§ **INSTRUCTIONS FOR THE TASK**
If a line in the data below holds the word "pinky", copy it.

Joint position lists:
------------------------------------------------------------

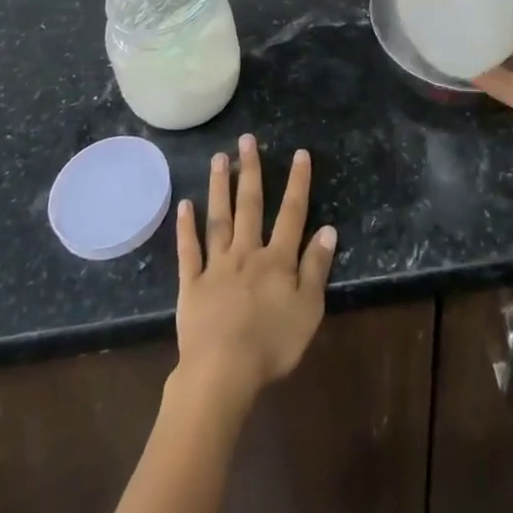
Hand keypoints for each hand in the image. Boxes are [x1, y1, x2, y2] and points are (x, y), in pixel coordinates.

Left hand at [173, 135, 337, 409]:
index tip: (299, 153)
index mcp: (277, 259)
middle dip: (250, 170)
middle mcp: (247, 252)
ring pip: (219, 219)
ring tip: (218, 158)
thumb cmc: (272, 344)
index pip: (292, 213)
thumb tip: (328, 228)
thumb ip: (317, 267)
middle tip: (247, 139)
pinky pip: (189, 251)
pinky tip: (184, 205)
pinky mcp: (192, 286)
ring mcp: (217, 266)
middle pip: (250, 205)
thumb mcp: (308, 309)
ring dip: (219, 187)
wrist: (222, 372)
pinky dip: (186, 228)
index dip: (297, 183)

------------------------------------------------------------

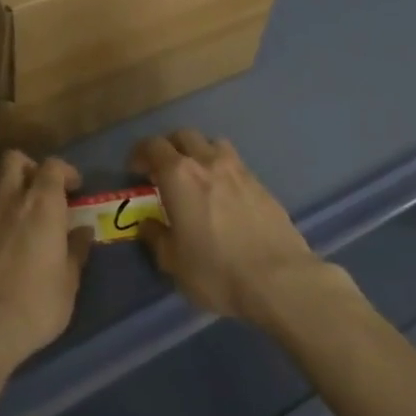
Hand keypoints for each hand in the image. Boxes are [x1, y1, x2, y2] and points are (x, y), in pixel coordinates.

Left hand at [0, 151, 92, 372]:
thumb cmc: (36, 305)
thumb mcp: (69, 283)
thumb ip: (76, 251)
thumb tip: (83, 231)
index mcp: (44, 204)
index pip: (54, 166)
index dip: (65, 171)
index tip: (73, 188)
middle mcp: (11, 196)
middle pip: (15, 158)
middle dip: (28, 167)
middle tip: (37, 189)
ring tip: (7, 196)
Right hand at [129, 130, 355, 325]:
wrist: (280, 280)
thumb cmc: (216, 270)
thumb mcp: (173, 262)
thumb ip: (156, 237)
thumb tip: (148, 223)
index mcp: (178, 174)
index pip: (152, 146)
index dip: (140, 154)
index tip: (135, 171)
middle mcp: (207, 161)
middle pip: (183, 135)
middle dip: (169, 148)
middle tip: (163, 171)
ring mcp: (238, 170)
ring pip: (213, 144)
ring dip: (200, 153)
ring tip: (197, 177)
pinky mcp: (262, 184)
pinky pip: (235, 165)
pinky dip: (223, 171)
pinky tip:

------------------------------------------------------------

§ **OUTPUT OF THE EXERCISE**
pinky pip: (189, 251)
pinky tip: (184, 205)
pinky mcp: (192, 286)
pinky dip: (186, 228)
pinky mcp: (262, 184)
pinky pip: (235, 165)
pinky dip: (223, 171)
pinky tip:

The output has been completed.